Un curateur peut aussi être nommé, après jugement, si le bien de l’enfant l’exige, car le conflit entre parent perdure et met en danger la santé ou le bien de l’enfant :
- Tel n’est pas le cas de parents qui se chamaillent (difficulté d’obtenir des visas pour des enfants dans le cadre d’un droit de visite conflictuel) sans que la santé ou le bien des enfants ne soient concrètement mis en péril (5A_7/2016).
- Tel n’est pas le cas de parents qui n’arrivent pas à communiquer entre eux (sans pour autant que cela entraîne un danger pour l’équilibre ou le bien-être de l’enfant (5A_819/2016)).

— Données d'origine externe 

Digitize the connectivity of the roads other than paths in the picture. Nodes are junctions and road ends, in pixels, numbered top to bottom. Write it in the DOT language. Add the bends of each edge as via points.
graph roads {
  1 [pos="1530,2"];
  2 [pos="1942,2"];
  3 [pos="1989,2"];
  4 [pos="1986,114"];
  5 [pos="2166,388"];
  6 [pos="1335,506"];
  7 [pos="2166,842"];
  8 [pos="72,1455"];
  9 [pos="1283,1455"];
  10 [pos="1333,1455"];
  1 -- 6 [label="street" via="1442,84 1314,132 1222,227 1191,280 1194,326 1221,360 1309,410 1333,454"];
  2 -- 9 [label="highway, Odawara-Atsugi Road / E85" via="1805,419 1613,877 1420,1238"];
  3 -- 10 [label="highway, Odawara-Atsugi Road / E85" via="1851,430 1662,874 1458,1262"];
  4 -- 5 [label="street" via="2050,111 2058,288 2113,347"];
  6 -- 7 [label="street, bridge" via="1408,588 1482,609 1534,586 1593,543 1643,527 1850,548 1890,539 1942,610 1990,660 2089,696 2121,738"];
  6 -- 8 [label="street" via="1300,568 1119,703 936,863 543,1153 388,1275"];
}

Le Tribunal fédéral a laissé ouverte la question de savoir si le droit fédéral règle la question de la rétribution financière du curateur. Il est plutôt d’avis que ce sont les dispositions cantonales qui doivent déterminer ce point (5C.226/2004). En tous les cas, la législation cantonale ne peut pas prévoir un plafond pour la rémunération d’un curateur (5C_2/2017).
Révocation / changement de curateur
À certaines conditions, le curateur / la curatrice peut être changé-e / révoqué-e si de « justes motifs » sont retenus, en application de l’art. 423 al. 1 ch. 2 CC, en particulier lorsque le rapport de confiance avec l’enfant ou les parents n’est pas ou plus établi (5A_863/2022).